Back in the lounge the lights were off, the room lit by four candles. Somebody had put on some trance-like, electronic mood music.
Conor slid the tray onto a coffee table, nudging a pile of magazines to the floor. He reached in behind the television and withdrew a bottle.
‘Whiskey?’ Jack said.
‘Powers. Gold label. I’ve been saving it.’
‘You bought it last week!’
‘As I said, I’ve been saving it.’
‘Come-on, Conor, how old are we?’ Charlie asked. ‘Sixty? Sitting around supping whiskey like we’re auld fellas.’
‘For god’s sake, Charlie, you don’t have to be an auld wan to enjoy a drop of the golden elixir. And sitting round swapping stories, taking a wee drop, is part of our DNA. What makes us, us.’
‘You’re a sentimental fool, Conor,’ Aine said.
‘Look, this is our last day together. Jack and Siobhan are heading to Sydney tomorrow night. Brenda’s heading over to London next week. Charlie and Sean are off to Alberta in a month’s time. This is last time we’ll be together in a long while. That deserves a toast and the telling of yarns.’

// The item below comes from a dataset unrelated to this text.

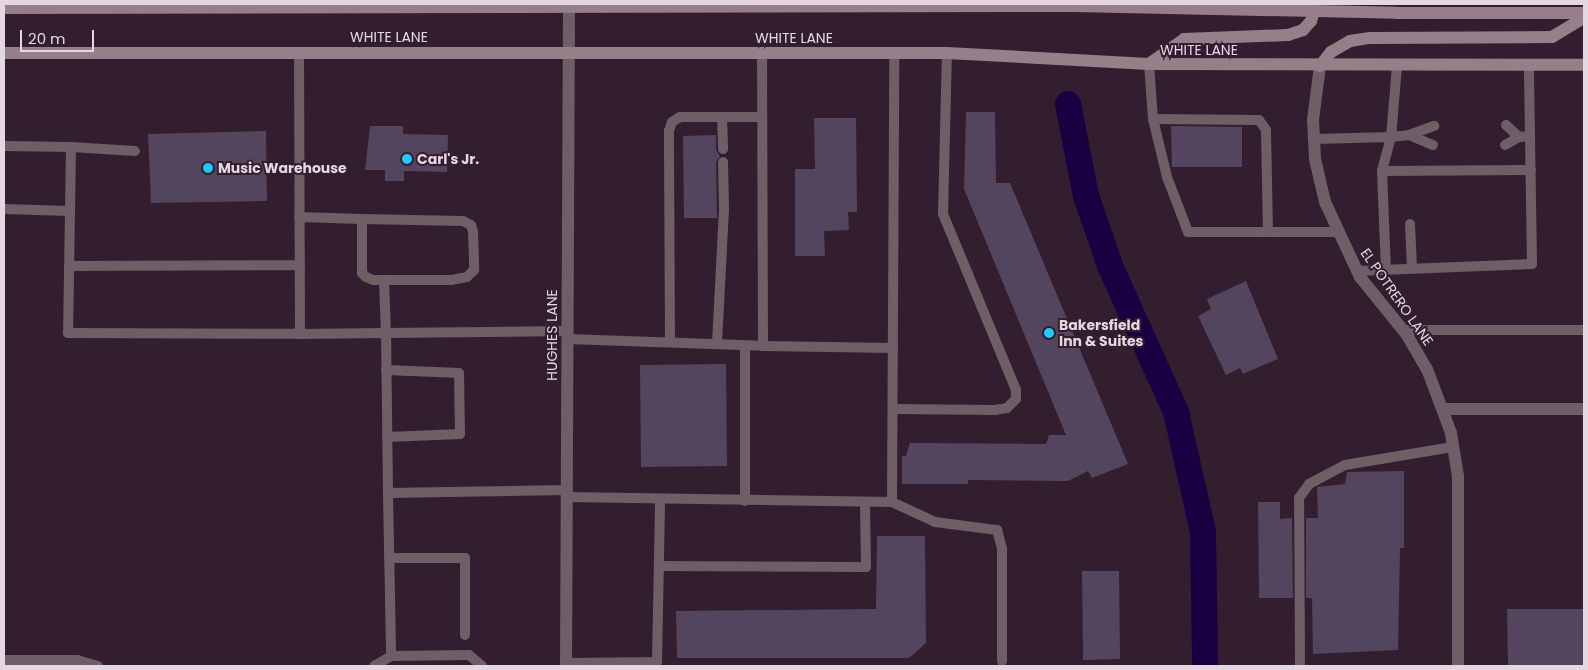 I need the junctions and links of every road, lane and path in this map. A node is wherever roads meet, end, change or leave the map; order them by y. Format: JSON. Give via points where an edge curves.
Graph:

‘Toast? My flippin’ toast!’ Sean dug himself out of the armchair and headed for the kitchen.
‘Sean, forget the toast! Get back here.’
‘Just give me a minute. We’ve got the rest of the night, haven’t we? Besides, it’s not good to drink on an empty stomach.’
They waited in silence until the big man returned, Conor passing out the glasses.
‘Right then,’ Conor raised his tumbler. ‘To us, to supping whiskey and telling yarns, to the four winds and the future.’
‘To us,’ the others chorused, clinking glasses.